Hematologic toxicities of sunitinib in patients with gastrointestinal stromal tumors: a systematic review and meta-analysis

Purpose Sunitinib offers a significant survival benefit to patients with imatinib-resistant gastrointestinal stromal tumors (GIST). However, the incidence and risk of sunitinib-induced hematologic toxicities in such a population are often overlooked and have not been well characterized.

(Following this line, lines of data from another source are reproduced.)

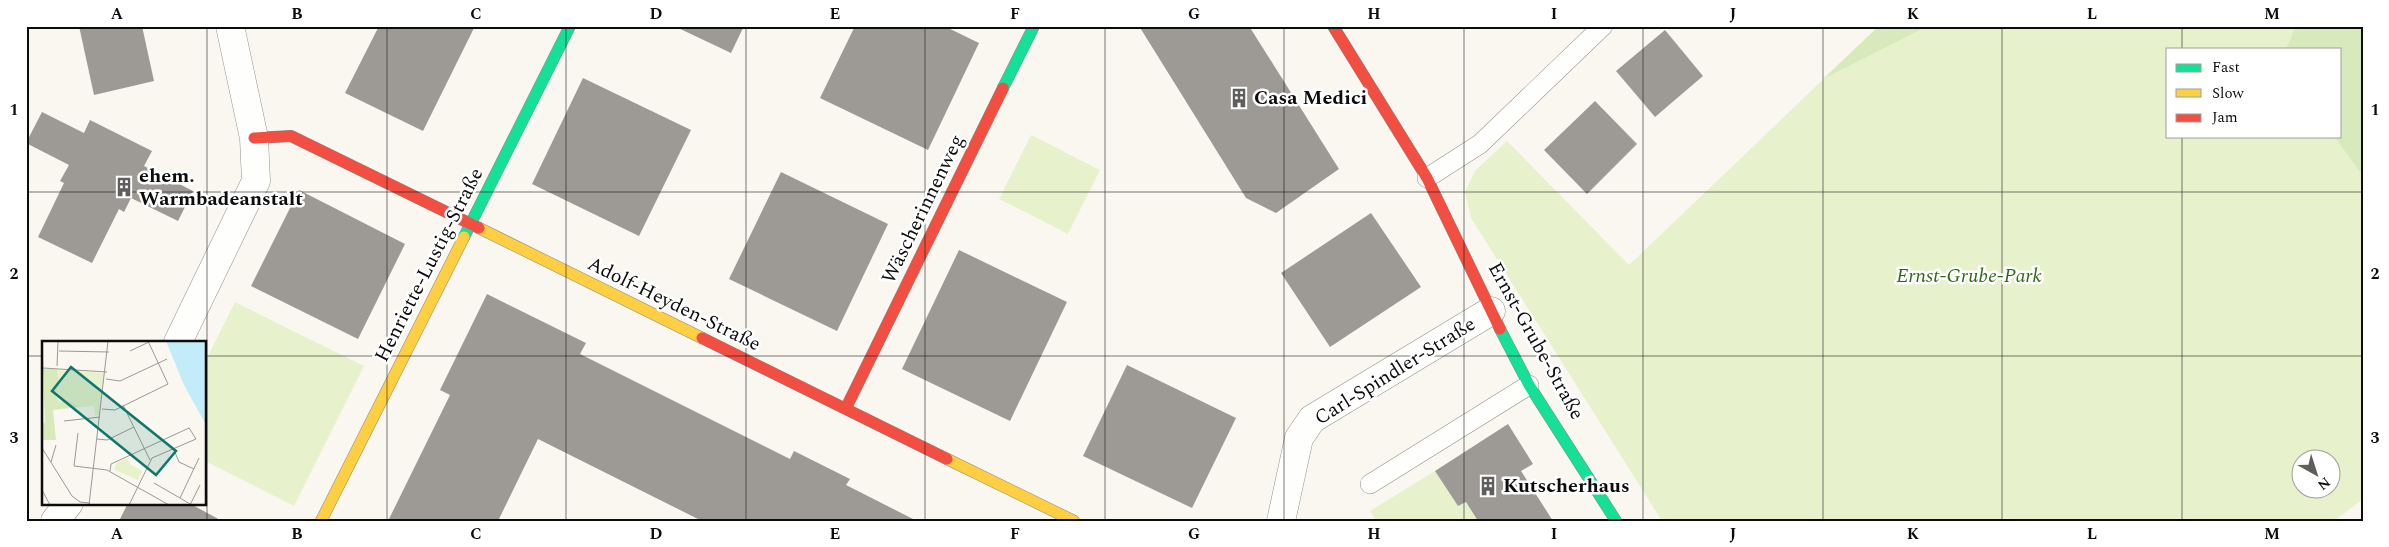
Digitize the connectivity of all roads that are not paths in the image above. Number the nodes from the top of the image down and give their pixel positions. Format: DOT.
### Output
graph roads {
  1 [pos="230,26"];
  2 [pos="570,26"];
  3 [pos="1034,26"];
  4 [pos="1333,26"];
  5 [pos="1603,26"];
  6 [pos="254,138"];
  7 [pos="1427,178"];
  8 [pos="470,225"];
  9 [pos="1491,311"];
  10 [pos="178,341"];
  11 [pos="1529,385"];
  12 [pos="846,408"];
  13 [pos="1370,484"];
  14 [pos="68,504"];
  15 [pos="55,521"];
  16 [pos="321,521"];
  17 [pos="1074,521"];
  18 [pos="1281,521"];
  19 [pos="1616,521"];
  1 -- 6 [label="street"];
  2 -- 8 [label="street, Henriette-Lustig-Straße"];
  3 -- 12 [label="street, Wäscherinnenweg"];
  4 -- 7 [label="street, Ernst-Grube-Straße"];
  5 -- 7 [label="lane"];
  6 -- 8 [label="street, Adolf-Heyden-Straße"];
  6 -- 10 [label="street"];
  7 -- 9 [label="street, Ernst-Grube-Straße"];
  8 -- 12 [label="street, Adolf-Heyden-Straße"];
  8 -- 16 [label="street, Henriette-Lustig-Straße"];
  9 -- 11 [label="street, Ernst-Grube-Straße"];
  9 -- 18 [label="street, Carl-Spindler-Straße"];
  11 -- 13 [label="lane"];
  11 -- 19 [label="street, Ernst-Grube-Straße"];
  12 -- 17 [label="street, Adolf-Heyden-Straße"];
  14 -- 15 [label="street"];
}
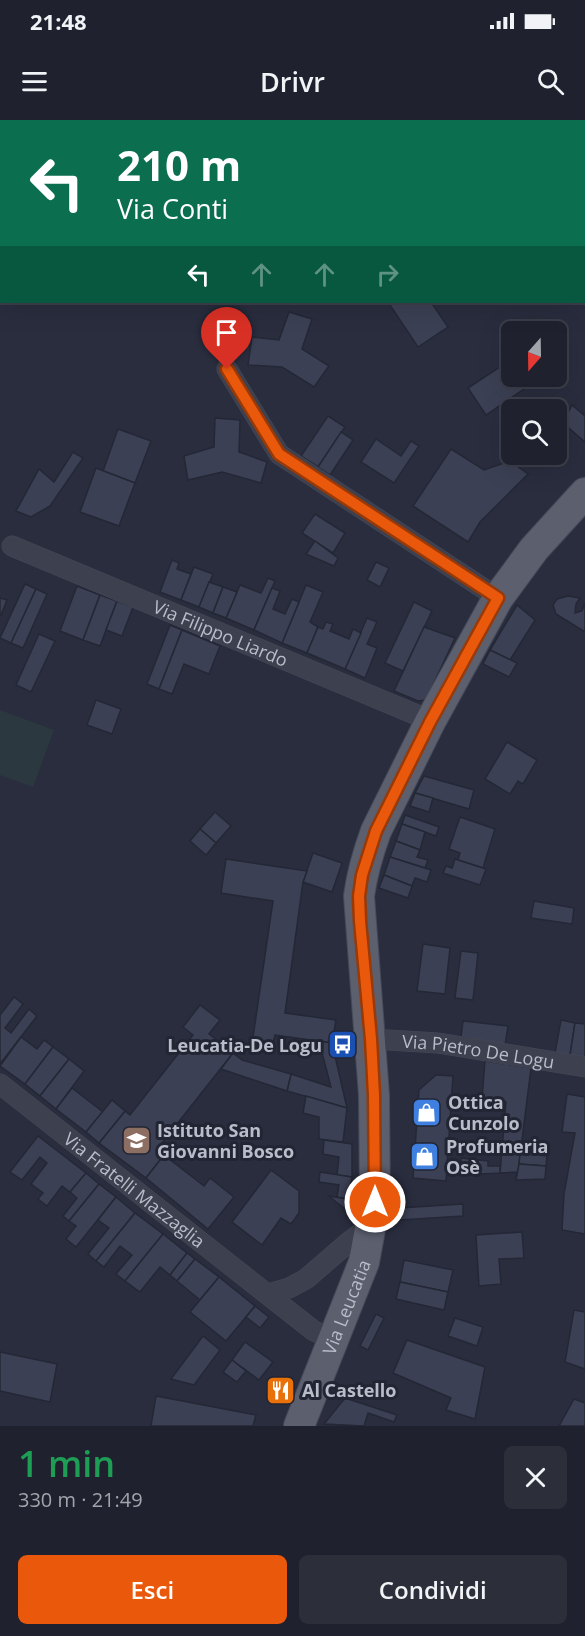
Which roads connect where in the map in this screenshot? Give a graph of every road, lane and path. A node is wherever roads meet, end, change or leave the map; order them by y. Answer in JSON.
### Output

This meta-analysis was performed to assess the summary incidence and risk of hematologic toxicities secondary to sunitinib in patients with GIST. Methods Searches were performed in PubMed, Embase, Cochrane Library, and Web of Science as well as ClinicalTrials.gov to identify relevant studies up to April 2022. Studies with adequate safety profile, including anemia, neutropenia, and thrombocytopenia, were included to calculate the pooled incidence, relative risk (RR), and corresponding 95% confidence intervals (CIs). This study was registered with PROSPERO under number CRD42022328202. Results A total of 2593 patients from 13 studies were included in the present meta-analysis. For patients with GIST assigned to sunitinib, the overall incidences of all-grade anemia, neutropenia, and thrombocytopenia were 26.2% (95% CI, 14.9-39.4%), 41.8% (95% CI, 29.0-55.1%), and 36.4% (95% CI, 22.8-51.1%), respectively. Regarding high-grade (grades 3 and 4) events, there were 4.7% (95% CI, 3.8-5.6%) for anemia, 9.3% (95% CI, 5.6-13.7%) for neutropenia and 5.0% (95% CI, 2.9-7.3%) for thrombocytopenia. Compared to placebo arms, sunitinib was related to an increased risk of high-grade neutropenia with an RR of 10.39 (95% CI, 1.53-70.72; p = 0.017). Conclusions Sunitinib carries a relatively high incidence of hematologic toxicities and a substantial increased risk of high-grade neutropenia in patients with GIST. Appropriate prevention and management seem to be inevitable.

Automated summary

This meta-analysis assessed the incidence and risk of sunitinib-induced hematologic toxicities in patients with imatinib-resistant gastrointestinal stromal tumors (GIST). The results showed that sunitinib had a relatively high incidence of anemia, neutropenia, and thrombocytopenia in GIST patients, as well as a substantial increased risk of high-grade neutropenia.